Things are getting very interesting. Note: Due to circumstances beyond our control this story was delayed.

The Adidas trial got interesting on Wednesday when Thomas Gassnola, who worked for Adidas before this all blew up, testified about funneling money to player’s families.

He specifically named Arizona’s DeAndre Ayton, Billy Preston and Silvio DeSousa of Kansas, Louisville’s Brian Bowen and NC State’s Dennis Smith, Jr.

What’s intriguing to us about the way things seem to be developing is that, contrary to what we expected, it seems entirely plausible that the head coaches may not have known this happened (particular interesting in this sense is Rick Pitino, who was dismissed at Louisville, and Arizona’s Sean Miller, who ESPN reported had been wiretapped discussing paying Ayton. At some point that has to be addressed even if it’s just to officially refute it).

The heart of the case is that the universities were defrauded, apparently by getting them superior players.

It’s harder now to argue that the universities were defrauded but what has happened to the head coaches is much more interesting.

Prior to the trial’s revelations we would never have thought that major money could flow through a program without a head coach knowing it. Now though it seems clear that it has.

And consider this: the NCAA has clung to its idea of amateurism, arguing that despite enormous revenues from the NCAA tournament and the college football playoffs, there isn’t enough money to fund every sport a university offers.

There is so much money flowing through the sport now that it has simply bypassed the NCAA and until this all came up, it had no idea it had competition.

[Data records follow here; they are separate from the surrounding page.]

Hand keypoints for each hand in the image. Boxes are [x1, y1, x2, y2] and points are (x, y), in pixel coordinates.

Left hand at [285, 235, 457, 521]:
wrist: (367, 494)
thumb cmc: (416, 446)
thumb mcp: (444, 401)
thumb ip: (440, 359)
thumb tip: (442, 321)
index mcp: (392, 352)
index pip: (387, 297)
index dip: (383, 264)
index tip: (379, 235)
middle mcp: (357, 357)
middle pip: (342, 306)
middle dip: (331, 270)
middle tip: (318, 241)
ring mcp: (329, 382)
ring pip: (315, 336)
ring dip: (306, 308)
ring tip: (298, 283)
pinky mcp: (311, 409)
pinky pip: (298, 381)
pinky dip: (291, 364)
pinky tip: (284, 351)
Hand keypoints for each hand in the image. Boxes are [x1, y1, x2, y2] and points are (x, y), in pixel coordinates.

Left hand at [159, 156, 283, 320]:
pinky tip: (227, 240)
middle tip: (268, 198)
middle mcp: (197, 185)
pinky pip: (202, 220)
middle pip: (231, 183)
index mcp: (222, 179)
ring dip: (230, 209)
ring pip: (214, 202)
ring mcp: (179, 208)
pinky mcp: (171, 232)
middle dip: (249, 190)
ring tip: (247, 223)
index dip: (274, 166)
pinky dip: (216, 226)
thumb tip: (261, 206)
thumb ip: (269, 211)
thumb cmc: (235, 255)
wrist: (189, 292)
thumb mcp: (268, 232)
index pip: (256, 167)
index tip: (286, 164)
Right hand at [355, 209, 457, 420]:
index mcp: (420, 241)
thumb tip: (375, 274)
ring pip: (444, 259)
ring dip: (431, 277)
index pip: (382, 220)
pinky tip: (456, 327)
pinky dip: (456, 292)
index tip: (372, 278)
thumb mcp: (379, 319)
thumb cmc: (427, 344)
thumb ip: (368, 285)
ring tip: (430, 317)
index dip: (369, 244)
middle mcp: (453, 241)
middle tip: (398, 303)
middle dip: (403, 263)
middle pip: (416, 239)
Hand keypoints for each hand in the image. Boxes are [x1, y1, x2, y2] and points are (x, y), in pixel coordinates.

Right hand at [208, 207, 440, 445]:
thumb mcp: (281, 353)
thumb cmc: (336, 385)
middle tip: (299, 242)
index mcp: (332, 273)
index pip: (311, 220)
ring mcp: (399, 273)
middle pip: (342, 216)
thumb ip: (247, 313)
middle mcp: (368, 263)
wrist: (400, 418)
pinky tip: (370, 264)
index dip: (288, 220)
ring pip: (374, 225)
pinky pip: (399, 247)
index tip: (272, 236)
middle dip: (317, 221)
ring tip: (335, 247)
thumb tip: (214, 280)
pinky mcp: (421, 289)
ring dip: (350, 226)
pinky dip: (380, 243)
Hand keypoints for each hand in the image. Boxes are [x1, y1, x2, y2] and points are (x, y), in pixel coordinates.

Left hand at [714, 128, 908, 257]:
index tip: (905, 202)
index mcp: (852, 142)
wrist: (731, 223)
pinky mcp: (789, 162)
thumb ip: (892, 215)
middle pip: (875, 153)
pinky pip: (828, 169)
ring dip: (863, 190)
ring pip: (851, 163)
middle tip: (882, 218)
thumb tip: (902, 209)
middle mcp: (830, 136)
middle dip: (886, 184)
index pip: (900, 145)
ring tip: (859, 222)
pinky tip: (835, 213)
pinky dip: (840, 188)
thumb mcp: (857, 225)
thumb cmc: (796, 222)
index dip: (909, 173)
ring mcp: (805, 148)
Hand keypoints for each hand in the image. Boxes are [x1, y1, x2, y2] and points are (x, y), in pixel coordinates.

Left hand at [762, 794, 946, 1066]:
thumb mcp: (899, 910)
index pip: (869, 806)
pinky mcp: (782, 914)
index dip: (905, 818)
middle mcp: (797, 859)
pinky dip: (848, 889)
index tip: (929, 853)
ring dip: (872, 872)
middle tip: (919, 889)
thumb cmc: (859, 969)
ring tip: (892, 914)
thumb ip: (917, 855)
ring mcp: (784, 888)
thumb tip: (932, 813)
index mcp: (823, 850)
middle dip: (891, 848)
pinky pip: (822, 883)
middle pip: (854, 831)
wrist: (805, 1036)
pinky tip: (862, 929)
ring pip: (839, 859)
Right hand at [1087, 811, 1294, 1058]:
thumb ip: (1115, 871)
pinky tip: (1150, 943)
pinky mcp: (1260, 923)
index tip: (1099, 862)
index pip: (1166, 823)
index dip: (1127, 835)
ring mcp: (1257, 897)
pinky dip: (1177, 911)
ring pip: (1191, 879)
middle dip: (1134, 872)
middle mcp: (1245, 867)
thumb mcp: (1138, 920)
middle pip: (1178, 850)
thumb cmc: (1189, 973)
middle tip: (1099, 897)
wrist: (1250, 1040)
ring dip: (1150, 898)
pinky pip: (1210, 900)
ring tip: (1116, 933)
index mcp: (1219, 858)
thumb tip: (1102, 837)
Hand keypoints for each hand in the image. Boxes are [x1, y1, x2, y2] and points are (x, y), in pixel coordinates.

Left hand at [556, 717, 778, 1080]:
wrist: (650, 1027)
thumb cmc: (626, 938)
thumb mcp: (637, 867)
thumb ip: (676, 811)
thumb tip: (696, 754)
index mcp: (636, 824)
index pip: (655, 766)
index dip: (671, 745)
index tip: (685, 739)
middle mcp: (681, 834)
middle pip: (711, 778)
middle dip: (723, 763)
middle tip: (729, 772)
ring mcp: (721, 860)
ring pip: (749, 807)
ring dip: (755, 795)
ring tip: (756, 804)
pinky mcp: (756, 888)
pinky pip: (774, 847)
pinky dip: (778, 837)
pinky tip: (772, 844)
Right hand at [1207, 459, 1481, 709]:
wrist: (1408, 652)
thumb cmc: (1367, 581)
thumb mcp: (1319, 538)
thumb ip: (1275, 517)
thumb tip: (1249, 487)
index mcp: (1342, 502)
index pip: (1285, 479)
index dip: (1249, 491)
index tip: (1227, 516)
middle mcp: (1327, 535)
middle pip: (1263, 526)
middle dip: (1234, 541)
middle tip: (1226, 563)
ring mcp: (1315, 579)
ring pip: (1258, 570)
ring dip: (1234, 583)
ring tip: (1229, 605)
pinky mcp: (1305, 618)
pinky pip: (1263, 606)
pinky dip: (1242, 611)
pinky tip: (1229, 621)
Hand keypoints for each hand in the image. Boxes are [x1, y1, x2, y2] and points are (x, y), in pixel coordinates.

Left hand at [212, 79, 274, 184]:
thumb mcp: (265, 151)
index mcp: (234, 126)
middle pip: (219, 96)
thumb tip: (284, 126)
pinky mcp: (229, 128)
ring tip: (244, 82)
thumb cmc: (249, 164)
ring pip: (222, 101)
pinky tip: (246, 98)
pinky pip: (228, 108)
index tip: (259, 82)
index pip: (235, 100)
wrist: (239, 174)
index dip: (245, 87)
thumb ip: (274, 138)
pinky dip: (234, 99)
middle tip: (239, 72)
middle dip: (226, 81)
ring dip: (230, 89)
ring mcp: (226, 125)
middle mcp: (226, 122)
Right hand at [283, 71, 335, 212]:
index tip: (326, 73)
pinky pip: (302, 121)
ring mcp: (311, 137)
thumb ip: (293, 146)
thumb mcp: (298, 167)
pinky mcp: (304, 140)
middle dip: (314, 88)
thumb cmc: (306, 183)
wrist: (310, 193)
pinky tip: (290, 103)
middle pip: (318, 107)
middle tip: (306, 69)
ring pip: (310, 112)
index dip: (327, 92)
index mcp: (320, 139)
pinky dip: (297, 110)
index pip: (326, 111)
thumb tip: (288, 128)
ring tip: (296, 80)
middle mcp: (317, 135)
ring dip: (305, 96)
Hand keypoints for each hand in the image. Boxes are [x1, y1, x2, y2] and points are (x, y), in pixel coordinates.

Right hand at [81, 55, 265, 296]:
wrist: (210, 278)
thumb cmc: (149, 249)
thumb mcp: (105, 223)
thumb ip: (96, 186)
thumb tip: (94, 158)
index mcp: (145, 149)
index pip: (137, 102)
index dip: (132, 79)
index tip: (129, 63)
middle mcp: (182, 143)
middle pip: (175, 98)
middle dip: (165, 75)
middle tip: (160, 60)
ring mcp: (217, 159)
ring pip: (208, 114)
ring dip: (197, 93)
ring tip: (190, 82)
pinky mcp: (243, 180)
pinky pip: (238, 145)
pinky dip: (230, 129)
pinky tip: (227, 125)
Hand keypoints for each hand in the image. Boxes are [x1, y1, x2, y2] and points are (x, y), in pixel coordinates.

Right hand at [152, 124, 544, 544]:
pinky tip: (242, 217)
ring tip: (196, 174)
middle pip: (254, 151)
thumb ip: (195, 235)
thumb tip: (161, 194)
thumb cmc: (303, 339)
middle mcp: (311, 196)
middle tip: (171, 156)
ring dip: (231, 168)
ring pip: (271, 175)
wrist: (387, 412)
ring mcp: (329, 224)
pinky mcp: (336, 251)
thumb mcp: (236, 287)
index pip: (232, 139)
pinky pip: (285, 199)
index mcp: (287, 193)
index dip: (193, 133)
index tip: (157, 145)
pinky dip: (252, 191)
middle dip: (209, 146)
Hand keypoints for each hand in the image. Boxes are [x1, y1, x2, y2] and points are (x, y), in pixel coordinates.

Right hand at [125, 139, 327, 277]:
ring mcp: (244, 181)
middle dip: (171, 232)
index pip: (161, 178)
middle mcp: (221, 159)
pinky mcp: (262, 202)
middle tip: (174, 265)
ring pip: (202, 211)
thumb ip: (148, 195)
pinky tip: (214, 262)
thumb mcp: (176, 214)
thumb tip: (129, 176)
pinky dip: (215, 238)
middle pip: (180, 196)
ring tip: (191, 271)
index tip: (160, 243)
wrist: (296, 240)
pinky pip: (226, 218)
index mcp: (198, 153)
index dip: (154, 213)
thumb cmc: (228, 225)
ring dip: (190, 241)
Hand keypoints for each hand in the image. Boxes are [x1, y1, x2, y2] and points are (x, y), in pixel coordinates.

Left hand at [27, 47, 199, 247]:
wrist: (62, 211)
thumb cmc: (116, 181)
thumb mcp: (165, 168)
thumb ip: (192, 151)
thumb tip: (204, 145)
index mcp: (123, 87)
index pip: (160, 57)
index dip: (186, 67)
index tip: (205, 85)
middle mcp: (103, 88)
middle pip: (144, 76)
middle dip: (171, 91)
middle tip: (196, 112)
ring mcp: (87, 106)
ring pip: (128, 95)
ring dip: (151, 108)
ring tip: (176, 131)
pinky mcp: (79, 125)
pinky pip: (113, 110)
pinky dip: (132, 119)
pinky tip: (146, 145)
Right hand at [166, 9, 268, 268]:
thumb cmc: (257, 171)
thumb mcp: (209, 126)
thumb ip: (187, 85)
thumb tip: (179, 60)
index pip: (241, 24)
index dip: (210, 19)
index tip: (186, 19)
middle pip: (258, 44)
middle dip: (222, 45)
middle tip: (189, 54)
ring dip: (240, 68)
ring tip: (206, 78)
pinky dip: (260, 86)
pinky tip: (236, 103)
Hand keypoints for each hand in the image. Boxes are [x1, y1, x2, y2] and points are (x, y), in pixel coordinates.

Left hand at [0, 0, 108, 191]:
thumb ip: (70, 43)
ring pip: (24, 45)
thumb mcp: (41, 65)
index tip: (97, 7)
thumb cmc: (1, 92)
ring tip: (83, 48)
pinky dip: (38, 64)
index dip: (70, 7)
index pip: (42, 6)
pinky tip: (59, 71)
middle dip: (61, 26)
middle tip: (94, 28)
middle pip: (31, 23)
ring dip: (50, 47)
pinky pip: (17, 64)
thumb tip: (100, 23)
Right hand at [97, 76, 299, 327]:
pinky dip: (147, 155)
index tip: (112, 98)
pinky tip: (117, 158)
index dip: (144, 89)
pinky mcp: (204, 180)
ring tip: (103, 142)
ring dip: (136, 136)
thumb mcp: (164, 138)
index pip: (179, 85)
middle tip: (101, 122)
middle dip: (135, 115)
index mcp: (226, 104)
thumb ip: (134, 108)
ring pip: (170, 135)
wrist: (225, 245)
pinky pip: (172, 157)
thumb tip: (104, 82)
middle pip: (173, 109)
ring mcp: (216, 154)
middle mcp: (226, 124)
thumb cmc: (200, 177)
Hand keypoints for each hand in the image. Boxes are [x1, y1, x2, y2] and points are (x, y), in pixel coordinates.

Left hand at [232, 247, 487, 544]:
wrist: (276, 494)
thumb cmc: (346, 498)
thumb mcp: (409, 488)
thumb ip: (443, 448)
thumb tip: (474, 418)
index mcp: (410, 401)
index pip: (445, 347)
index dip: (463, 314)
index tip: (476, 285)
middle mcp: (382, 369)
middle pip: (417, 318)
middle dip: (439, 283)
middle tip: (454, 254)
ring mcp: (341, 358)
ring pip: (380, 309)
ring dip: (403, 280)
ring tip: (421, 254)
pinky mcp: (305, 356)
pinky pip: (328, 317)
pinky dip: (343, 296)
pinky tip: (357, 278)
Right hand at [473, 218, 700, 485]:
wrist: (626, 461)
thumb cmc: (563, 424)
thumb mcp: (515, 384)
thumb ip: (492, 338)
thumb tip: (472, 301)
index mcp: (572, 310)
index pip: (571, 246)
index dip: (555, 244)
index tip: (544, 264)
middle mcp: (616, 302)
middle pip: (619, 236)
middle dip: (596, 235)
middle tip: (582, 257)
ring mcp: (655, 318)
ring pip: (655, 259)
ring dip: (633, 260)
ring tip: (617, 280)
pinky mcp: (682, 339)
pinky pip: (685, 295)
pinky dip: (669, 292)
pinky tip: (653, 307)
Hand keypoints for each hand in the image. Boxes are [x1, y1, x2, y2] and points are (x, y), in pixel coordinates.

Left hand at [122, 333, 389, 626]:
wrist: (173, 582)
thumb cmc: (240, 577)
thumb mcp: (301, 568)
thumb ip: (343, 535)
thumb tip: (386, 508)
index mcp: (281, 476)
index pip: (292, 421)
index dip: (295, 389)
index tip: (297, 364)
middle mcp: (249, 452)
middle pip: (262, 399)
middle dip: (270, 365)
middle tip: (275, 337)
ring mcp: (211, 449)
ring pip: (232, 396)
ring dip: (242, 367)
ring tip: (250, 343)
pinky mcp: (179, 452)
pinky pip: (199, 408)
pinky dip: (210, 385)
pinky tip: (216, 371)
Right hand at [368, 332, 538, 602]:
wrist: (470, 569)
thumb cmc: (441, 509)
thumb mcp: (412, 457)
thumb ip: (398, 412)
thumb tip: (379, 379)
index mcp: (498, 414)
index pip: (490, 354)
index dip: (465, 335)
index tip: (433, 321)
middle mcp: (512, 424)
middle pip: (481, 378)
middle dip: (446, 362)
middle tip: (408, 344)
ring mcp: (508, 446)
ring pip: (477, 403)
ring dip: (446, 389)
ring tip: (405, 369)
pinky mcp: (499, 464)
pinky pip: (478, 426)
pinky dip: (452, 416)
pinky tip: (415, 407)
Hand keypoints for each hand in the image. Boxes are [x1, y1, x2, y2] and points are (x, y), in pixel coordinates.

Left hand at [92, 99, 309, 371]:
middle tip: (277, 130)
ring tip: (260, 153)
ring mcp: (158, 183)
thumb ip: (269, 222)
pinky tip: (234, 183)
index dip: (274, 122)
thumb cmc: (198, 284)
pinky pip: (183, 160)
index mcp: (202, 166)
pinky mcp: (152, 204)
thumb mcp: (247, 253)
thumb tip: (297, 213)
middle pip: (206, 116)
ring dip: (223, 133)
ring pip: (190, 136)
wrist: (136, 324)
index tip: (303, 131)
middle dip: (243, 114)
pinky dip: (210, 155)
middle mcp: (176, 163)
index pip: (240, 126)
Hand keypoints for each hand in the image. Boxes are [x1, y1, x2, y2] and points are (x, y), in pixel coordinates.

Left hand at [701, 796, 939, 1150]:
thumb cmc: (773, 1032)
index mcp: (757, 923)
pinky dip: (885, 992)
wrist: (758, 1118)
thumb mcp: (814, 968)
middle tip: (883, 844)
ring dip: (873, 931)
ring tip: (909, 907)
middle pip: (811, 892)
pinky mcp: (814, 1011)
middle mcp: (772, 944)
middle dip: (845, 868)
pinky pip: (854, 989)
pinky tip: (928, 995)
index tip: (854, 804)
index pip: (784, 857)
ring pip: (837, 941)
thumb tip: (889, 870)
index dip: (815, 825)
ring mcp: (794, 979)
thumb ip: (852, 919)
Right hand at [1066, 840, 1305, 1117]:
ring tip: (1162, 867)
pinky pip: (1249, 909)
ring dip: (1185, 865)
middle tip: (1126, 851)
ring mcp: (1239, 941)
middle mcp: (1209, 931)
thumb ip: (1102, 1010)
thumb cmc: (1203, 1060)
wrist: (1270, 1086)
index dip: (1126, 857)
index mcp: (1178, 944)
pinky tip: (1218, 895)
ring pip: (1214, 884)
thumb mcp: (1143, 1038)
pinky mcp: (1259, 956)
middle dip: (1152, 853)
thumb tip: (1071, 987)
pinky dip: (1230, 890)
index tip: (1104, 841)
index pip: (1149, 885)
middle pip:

And how could it not? You can argue about many things. Only a fraction of NCAA players will be professionals, even overseas. A college education is a profoundly valuable thing, particularly for someone who grew up in poverty. All that’s true.

It’s also true that you can’t shut down or ignore markets. Americans learned this in the Prohibition era and again during the War on Drugs.

You can offer different kinds of compensation, but when the market is offering $100,000 just for the chance to sign a kid to a shoe contract, eventually, in some way, you will have to compete.

And by the way, it’s not just the NCAA that will have to compete.